Last edited by David Isaksson; 28 Mar 2020, 09:53.
Tags: Latent Class Analyses, lca
Weiwen Ng

Join Date: Jun 2015

Posts: 1241
#2

28 Mar 2020, 10:04

Subjectively, it seems to me like there are a bunch of people who are on lockdown and are turning to LCA, perhaps to relieve boredom? But this could be surveillance bias on my part.

More seriously, define "testing the results over different regions." I assume you mean that you want to see if the coefficients vary over different regions? If that's it, you actually wanted the group option; there's no over option in gsem. However, you will need to tell Stata which parameters are allowed to vary over groups, as defined in the manual here.

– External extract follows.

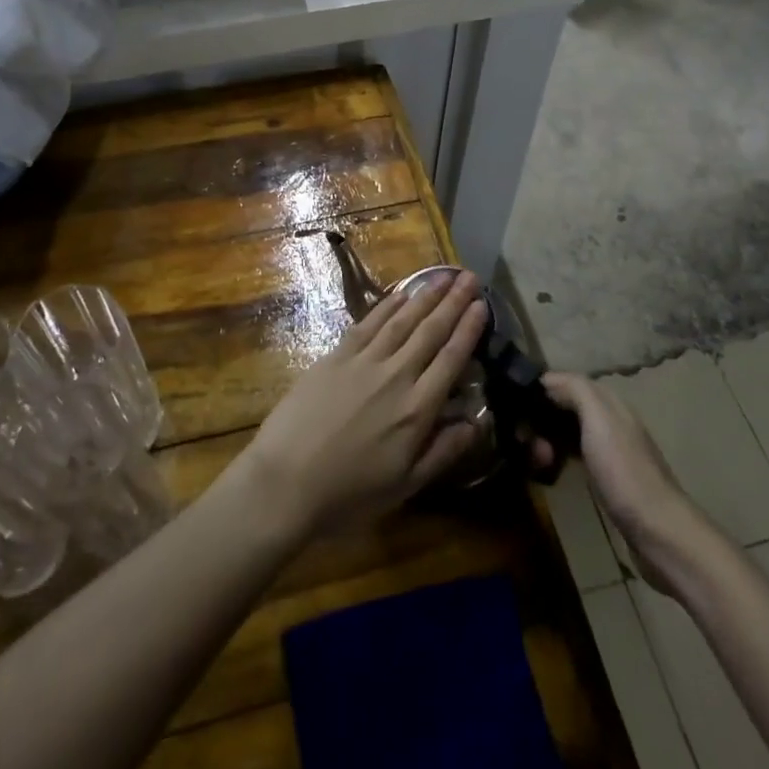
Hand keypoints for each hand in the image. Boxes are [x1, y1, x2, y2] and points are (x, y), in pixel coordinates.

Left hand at [240, 269, 488, 538]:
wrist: (286, 480)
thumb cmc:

If this is what you actually want, then I believe that as per this post, you'd want to allow the constants to vary. The default is that constants, coefficients, and loading parameters are constrained equal. I think that in this context, the constants are the class-specific response probabilities to each item, e.g. the probability of endorsing ancestry in each of the 3 latent classes. So, if I'm right, you'd type this:

Code:

gsem (ancestry culture lang jobs pride civic <-), group(land) ginvariant(coef loading) logit lclass(C > 3)

Then, you should be able to inspect the parameters by each group.

Be aware, however, that in your model, you are fitting 6 parameters per latent class (for 6 response variables), plus K - 1 parameters for the multinomial model describing the probability of being in each latent class (here, that's 3 classes minus 1 = 2 parameters). If you try this for x groups, I think that you're multiplying the number of parameters by x. This could rapidly produce identification issues. Or you could have convergence issues.

I've got no direct experience with this technique, and I haven't done any reading on it yet, so I can't offer any sound theoretically-based guidance, just my gut instincts.

Be aware that it can be very hard to answer a question without sample data. You can use the dataex command for this. Type help dataex at the command line.

When presenting code or results, please use the code delimiters format them. Use the # button on the formatting toolbar, between the " (double quote) and <> buttons.
Comment
David Isaksson

Join Date: Mar 2020

Posts: 14
#3

28 Mar 2020, 15:50

Thank you Weiwen! It seems to work and you interpret my question correctly. However, when I want to compare the lc prob between the regions I get this error message:

Code:

estat lcprob, group(land) option group() not allowed r(198);

How is this supposed to be coded? I cannot find any information regarding this issue anywhere. I am very thankful for all help.
Comment
Weiwen Ng

Join Date: Jun 2015

Posts: 1241
#4

28 Mar 2020, 16:25

Originally posted by David Isaksson View Post

Thank you Weiwen! It seems to work and you interpret my question correctly. However, when I want to compare the lc prob between the regions I get this error message:

Code:

estat lcprob, group(land) option group() not allowed r(198);

How is this supposed to be coded? I cannot find any information regarding this issue anywhere. I am very thankful for all help.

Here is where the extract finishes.